Maybe Fox is the next Ginobili here. If he’s willing to go to the bench long-term, well, that could make matters easier. If the goal was winning above all else, as his push to get to San Antonio suggests, maybe that’s on the table. That said, it’s exceedingly rare for a player of Fox’s stature to do so. Ginobilis are the exception, not the rule. There are tricky politics here. Fox and his agent, the enormously influential Rich Paul, did the Spurs a favor by steering his trade process in their direction. That allowed them to trade for him at a discount. Dislodging him from the core in any meaningful way comes with potential ramifications here. How eager would Klutch be to do you any more favors after that?

The Spurs could argue they paid that discount back contractually. Even after landing Harper in the lottery, San Antonio last offseason gave Fox a max contract extension that hasn’t even kicked in yet. It’s hard to imagine him getting the max on the open market today, given the restrictions imposed by the 2023 CBA. That contract isn’t much of an impediment now. It becomes one in a few years, when Wembanyama, Castle and Harper eventually start earning market-rate salaries. When Fox was the point guard of the future, even an overpay was justifiable. Now that Harper is claiming that job, it would be naive to assume the Spurs won’t at least consider a trade. He’s a luxury to them, at least in the long term. He’d still be a point guard upgrade for most of the league.

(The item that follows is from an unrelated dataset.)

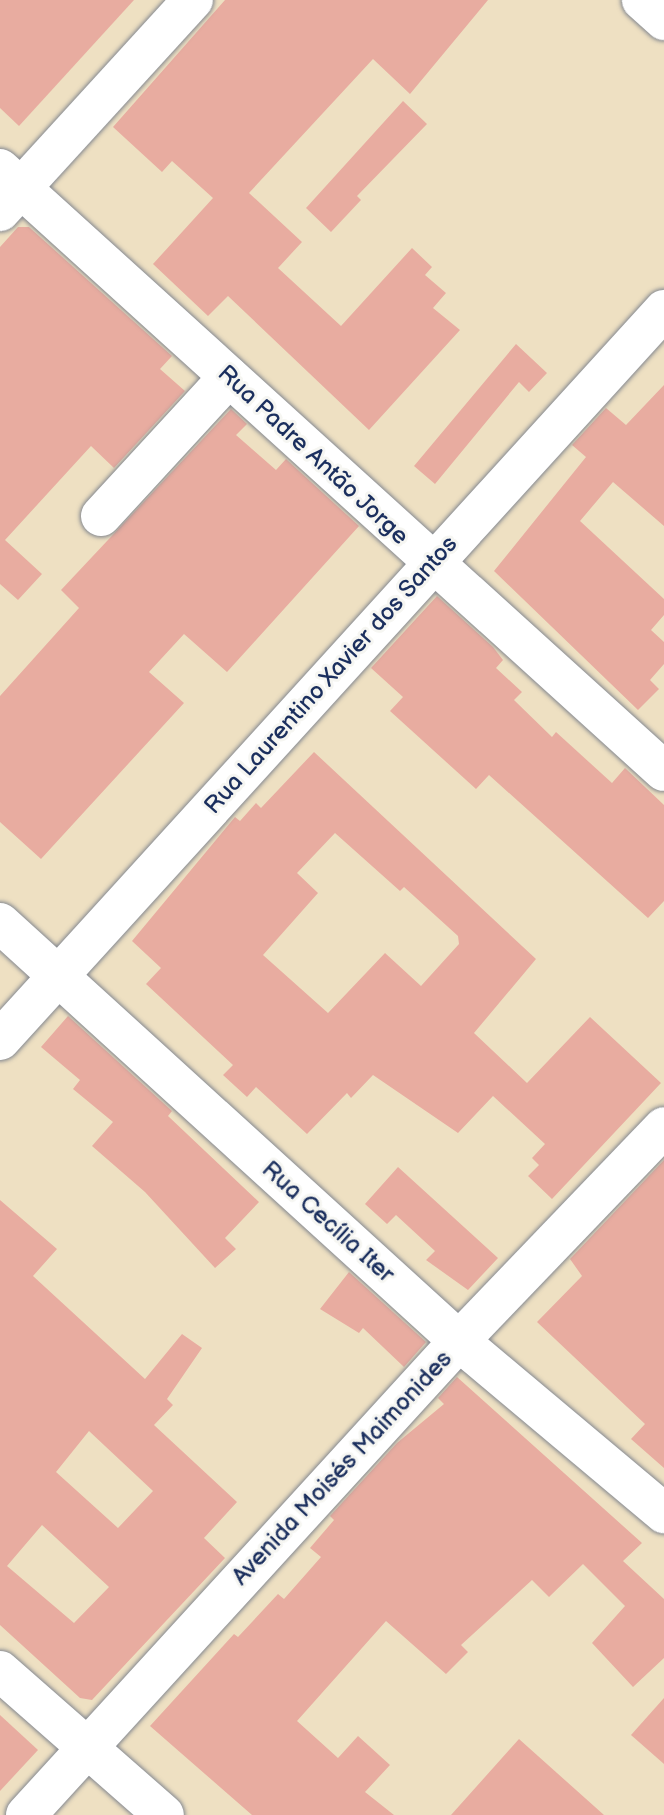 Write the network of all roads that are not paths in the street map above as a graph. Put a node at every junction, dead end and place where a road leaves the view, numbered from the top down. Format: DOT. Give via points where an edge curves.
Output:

That’s an offseason matter. More pertinent, for the moment, is winning three more games against Oklahoma City and then four against the Eastern Conference champion. Most champions don’t bench All-Stars in the conference finals. Harper may be ready for the starting role, but that probably doesn’t mean he’s going to get it quite yet.

There’s a “don’t rock the boat” component to the decision Mitch Johnson has to make. The Spurs are winning this series and have thrived with Fox all season. Either the Thunder or the Eastern Conference champion probably has to seriously stress the Spurs before they consider this extreme. They’re not there yet.

But there are basketball concerns, especially in this specific matchup, that probably make him a short-term necessity even if he is a long-term luxury. Fox, stylistically, is probably San Antonio’s key to dictating the terms of engagement in this series.

For the Spurs, this is a half-court series. For the Thunder, it’s a transition series. These teams have now played six times this season, and the Thunder have been held below one point per play in the half-court in four of those games. Their half-court offense is built around the rim-pressure Shai Gilgeous-Alexander generates against every team in the NBA except Wembanyama’s. Oklahoma City’s path to victory, therefore, is to dominate the possession game. They need to generate turnovers and outscore the Spurs on the break. In Game 1, Oklahoma City outscored San Antonio by nine in fast-break points and 11 off turnovers. They lost the game, but they got that part of the formula right.

The Spurs turned the ball over 21 times. More than half of those turnovers (11) were committed by Castle. His primary role in this series is defending Gilgeous-Alexander. Asking him to carry too big a ball-handling burden overtaxes him, and as well as Harper’s playing, he’s still a rookie, and asking a rookie to be a primary ball-handler for seven games against a defense this good is pretty precarious. 

Fox’s steadiness as a ball-handler and playmaker is going to be important in this series, even if the Spurs survived without it in Game 1. Games like this might eventually become Harper’s norm. He’s probably not doing that every night in this series. What often gets lost in the Gehrig-Pipp lore is that even though Gehrig officially replaced Pipp in 1925, he debuted with the team two years earlier in 1923. Even Lou Gehrig had to wait his turn. We may all know where this is going next season, but Harper will probably have to wait as well.